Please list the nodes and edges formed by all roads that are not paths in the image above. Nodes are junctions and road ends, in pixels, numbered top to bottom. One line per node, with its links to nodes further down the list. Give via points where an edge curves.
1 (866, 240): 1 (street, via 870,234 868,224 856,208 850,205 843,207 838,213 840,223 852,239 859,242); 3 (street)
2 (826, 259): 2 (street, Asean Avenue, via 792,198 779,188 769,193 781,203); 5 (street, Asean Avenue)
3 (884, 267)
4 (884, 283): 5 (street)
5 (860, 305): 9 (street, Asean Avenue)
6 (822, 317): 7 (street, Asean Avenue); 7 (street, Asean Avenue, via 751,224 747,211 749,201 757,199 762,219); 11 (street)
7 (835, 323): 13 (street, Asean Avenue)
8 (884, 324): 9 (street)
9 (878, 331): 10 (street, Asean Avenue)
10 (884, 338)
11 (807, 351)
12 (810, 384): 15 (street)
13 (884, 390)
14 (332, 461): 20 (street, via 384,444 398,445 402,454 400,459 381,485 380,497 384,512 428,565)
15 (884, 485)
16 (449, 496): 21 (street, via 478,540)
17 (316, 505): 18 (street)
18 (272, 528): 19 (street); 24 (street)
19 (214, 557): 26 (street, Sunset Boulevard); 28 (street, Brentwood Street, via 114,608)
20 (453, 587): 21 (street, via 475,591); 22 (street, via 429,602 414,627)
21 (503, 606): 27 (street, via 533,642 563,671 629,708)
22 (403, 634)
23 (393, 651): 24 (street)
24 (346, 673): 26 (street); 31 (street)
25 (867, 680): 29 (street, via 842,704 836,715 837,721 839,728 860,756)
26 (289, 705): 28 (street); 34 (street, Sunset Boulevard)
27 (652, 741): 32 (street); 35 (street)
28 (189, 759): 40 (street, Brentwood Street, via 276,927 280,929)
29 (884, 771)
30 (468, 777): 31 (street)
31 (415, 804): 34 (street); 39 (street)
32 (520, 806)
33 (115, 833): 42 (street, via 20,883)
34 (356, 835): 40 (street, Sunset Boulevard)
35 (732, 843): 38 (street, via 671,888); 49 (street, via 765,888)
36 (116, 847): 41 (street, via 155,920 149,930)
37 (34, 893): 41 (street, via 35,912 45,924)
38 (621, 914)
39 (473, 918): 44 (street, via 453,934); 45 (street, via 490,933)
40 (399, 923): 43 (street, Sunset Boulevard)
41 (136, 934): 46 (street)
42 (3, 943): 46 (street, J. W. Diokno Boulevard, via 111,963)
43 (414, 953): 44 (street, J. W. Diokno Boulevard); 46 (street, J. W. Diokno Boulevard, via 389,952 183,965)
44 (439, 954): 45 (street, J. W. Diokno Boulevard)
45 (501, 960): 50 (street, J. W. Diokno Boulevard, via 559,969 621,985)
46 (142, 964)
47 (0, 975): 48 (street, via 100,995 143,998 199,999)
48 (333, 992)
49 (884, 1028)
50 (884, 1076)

::::

What to work on —
Repeat all the lines above, keeping them exactly as they are.

Written answer —
Please list the nodes and edges formed by all roads that are not paths in the image above. Nodes are junctions and road ends, in pixels, numbered top to bottom. One line per node, with its links to nodes further down the list. Give via points where an edge curves.
1 (866, 240): 1 (street, via 870,234 868,224 856,208 850,205 843,207 838,213 840,223 852,239 859,242); 3 (street)
2 (826, 259): 2 (street, Asean Avenue, via 792,198 779,188 769,193 781,203); 5 (street, Asean Avenue)
3 (884, 267)
4 (884, 283): 5 (street)
5 (860, 305): 9 (street, Asean Avenue)
6 (822, 317): 7 (street, Asean Avenue); 7 (street, Asean Avenue, via 751,224 747,211 749,201 757,199 762,219); 11 (street)
7 (835, 323): 13 (street, Asean Avenue)
8 (884, 324): 9 (street)
9 (878, 331): 10 (street, Asean Avenue)
10 (884, 338)
11 (807, 351)
12 (810, 384): 15 (street)
13 (884, 390)
14 (332, 461): 20 (street, via 384,444 398,445 402,454 400,459 381,485 380,497 384,512 428,565)
15 (884, 485)
16 (449, 496): 21 (street, via 478,540)
17 (316, 505): 18 (street)
18 (272, 528): 19 (street); 24 (street)
19 (214, 557): 26 (street, Sunset Boulevard); 28 (street, Brentwood Street, via 114,608)
20 (453, 587): 21 (street, via 475,591); 22 (street, via 429,602 414,627)
21 (503, 606): 27 (street, via 533,642 563,671 629,708)
22 (403, 634)
23 (393, 651): 24 (street)
24 (346, 673): 26 (street); 31 (street)
25 (867, 680): 29 (street, via 842,704 836,715 837,721 839,728 860,756)
26 (289, 705): 28 (street); 34 (street, Sunset Boulevard)
27 (652, 741): 32 (street); 35 (street)
28 (189, 759): 40 (street, Brentwood Street, via 276,927 280,929)
29 (884, 771)
30 (468, 777): 31 (street)
31 (415, 804): 34 (street); 39 (street)
32 (520, 806)
33 (115, 833): 42 (street, via 20,883)
34 (356, 835): 40 (street, Sunset Boulevard)
35 (732, 843): 38 (street, via 671,888); 49 (street, via 765,888)
36 (116, 847): 41 (street, via 155,920 149,930)
37 (34, 893): 41 (street, via 35,912 45,924)
38 (621, 914)
39 (473, 918): 44 (street, via 453,934); 45 (street, via 490,933)
40 (399, 923): 43 (street, Sunset Boulevard)
41 (136, 934): 46 (street)
42 (3, 943): 46 (street, J. W. Diokno Boulevard, via 111,963)
43 (414, 953): 44 (street, J. W. Diokno Boulevard); 46 (street, J. W. Diokno Boulevard, via 389,952 183,965)
44 (439, 954): 45 (street, J. W. Diokno Boulevard)
45 (501, 960): 50 (street, J. W. Diokno Boulevard, via 559,969 621,985)
46 (142, 964)
47 (0, 975): 48 (street, via 100,995 143,998 199,999)
48 (333, 992)
49 (884, 1028)
50 (884, 1076)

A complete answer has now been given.